(Dataset records)
*****
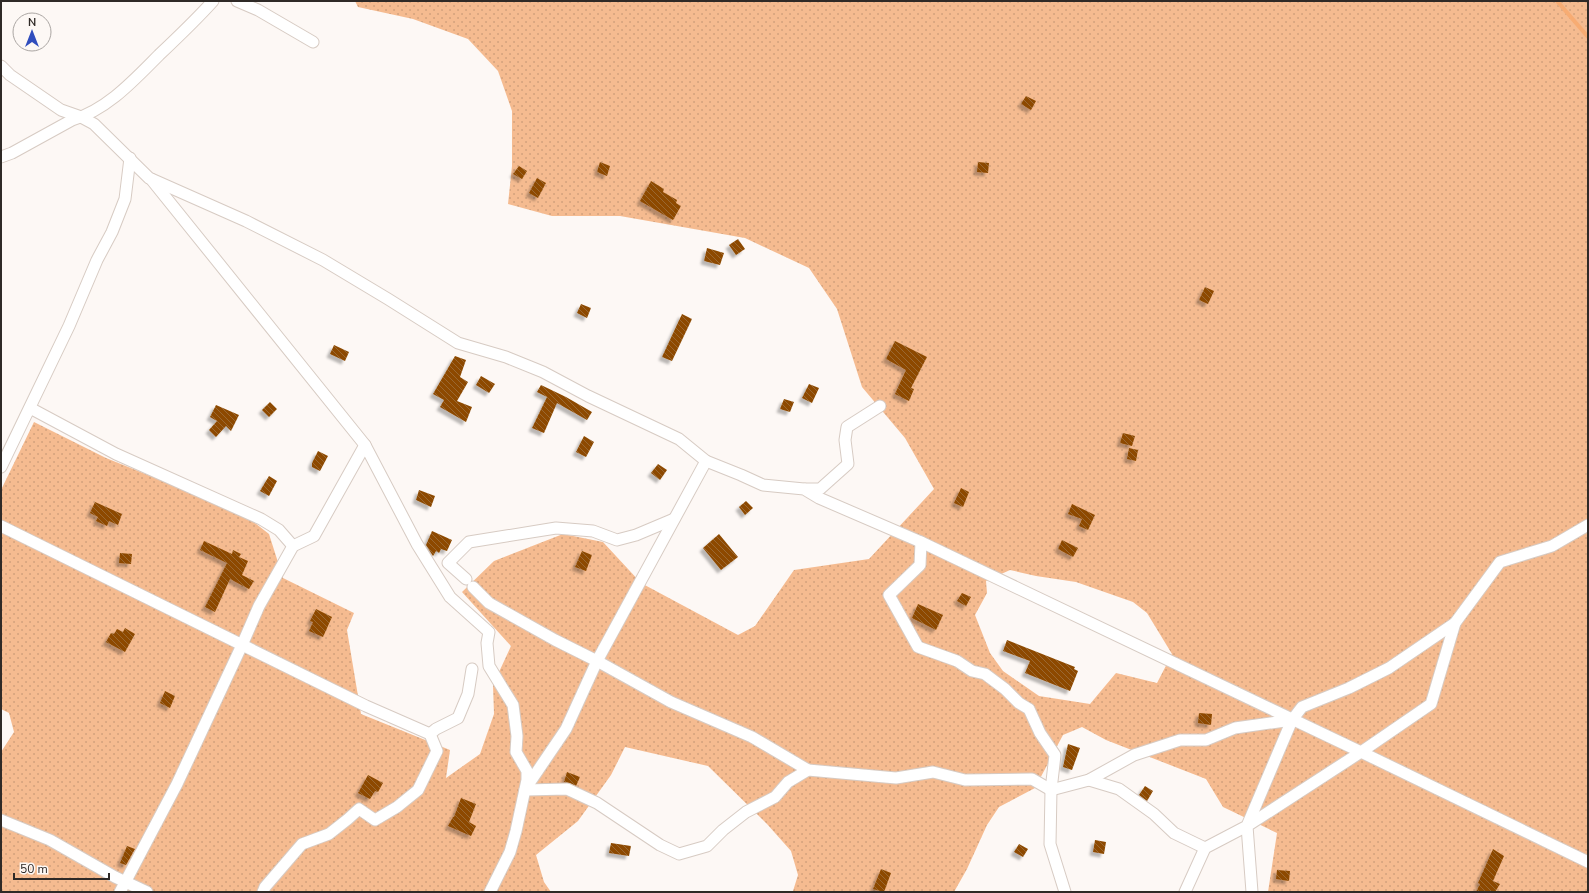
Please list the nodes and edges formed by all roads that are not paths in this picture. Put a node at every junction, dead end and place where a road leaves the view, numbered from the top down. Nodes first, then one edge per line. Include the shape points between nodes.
1 (213, 1) edge
2 (237, 1) edge
3 (313, 42) dead end
4 (1, 66) edge
5 (81, 117) junction
6 (1, 157) edge
7 (130, 158) junction
8 (149, 178) junction
9 (880, 406) dead end
10 (30, 408) junction
11 (365, 445) junction
12 (706, 461) junction
13 (1, 467) edge
14 (804, 489) junction
15 (674, 519) junction
16 (1588, 525) edge
17 (1, 526) edge
18 (921, 542) junction
19 (293, 546) junction
20 (1455, 623) junction
21 (242, 645) junction
22 (597, 661) junction
23 (472, 669) dead end
24 (1292, 720) junction
25 (430, 734) junction
26 (1361, 752) junction
27 (808, 770) junction
28 (1089, 780) junction
29 (525, 790) junction
30 (1051, 790) junction
31 (1, 820) edge
32 (1247, 826) junction
33 (1205, 848) junction
34 (1588, 862) edge
35 (125, 882) junction
36 (120, 892) edge
37 (147, 892) edge
38 (263, 892) edge
39 (490, 892) edge
40 (1065, 892) edge
41 (1186, 892) edge
42 (1252, 892) edge

1 - 5 street via 130,84 102,106
2 - 3 street via 258,10
4 - 5 street via 47,102
5 - 6 street
5 - 7 street via 94,124
7 - 8 street
7 - 10 street via 125,198 112,232
8 - 11 street
8 - 12 street via 246,221 323,260 458,343 506,357 543,372 679,439
9 - 14 street via 847,427 845,440 848,464 820,489
10 - 13 street
10 - 19 street via 116,454 261,519 279,530
11 - 19 street via 314,536
11 - 29 street via 417,544 450,597 489,632 488,666 513,705 517,736 516,752 527,771
12 - 14 street via 763,485
12 - 15 street
14 - 18 street via 819,498
15 - 22 street
15 - 22 street via 617,540 593,531 556,528 469,542 448,562 489,603
16 - 20 street via 1552,546 1500,562
17 - 21 street
18 - 24 street
18 - 30 street via 920,565 890,595 918,647 957,661 972,671 985,674 1029,709 1040,734 1055,755
19 - 21 street via 259,606
20 - 24 street via 1389,668 1302,707
20 - 26 street via 1431,704
21 - 25 street via 366,706
21 - 35 street via 177,784
22 - 27 street via 671,702 752,737
22 - 29 street via 566,730
23 - 25 street via 468,694 458,718
24 - 26 street
24 - 28 street via 1235,728 1206,740 1180,740 1134,755
24 - 32 street
25 - 38 street via 437,751 418,790 375,820 358,809 329,834 302,844
26 - 32 street
26 - 34 street
27 - 29 street via 788,782 775,797 746,812 707,846 679,854 660,845 597,803 567,789
27 - 30 street via 896,778 933,772 966,780 1032,779
28 - 30 street
28 - 33 street via 1119,789 1154,814 1174,833
29 - 39 street via 510,852
30 - 40 street via 1050,844
31 - 35 street via 50,840
32 - 33 street
32 - 42 street
33 - 41 street
35 - 36 street
35 - 37 street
*****
Problem statement:
Each line containing the word "dead" needs to be copied from the data above.

Answer section:
Please list the nodes and edges formed by all roads that are not paths in this picture. Put a node at every junction, dead end and place where a road leaves the view, numbered from the top down. Nodes first, then one edge per line. Include the shape points between nodes.
3 (313, 42) dead end
9 (880, 406) dead end
23 (472, 669) dead end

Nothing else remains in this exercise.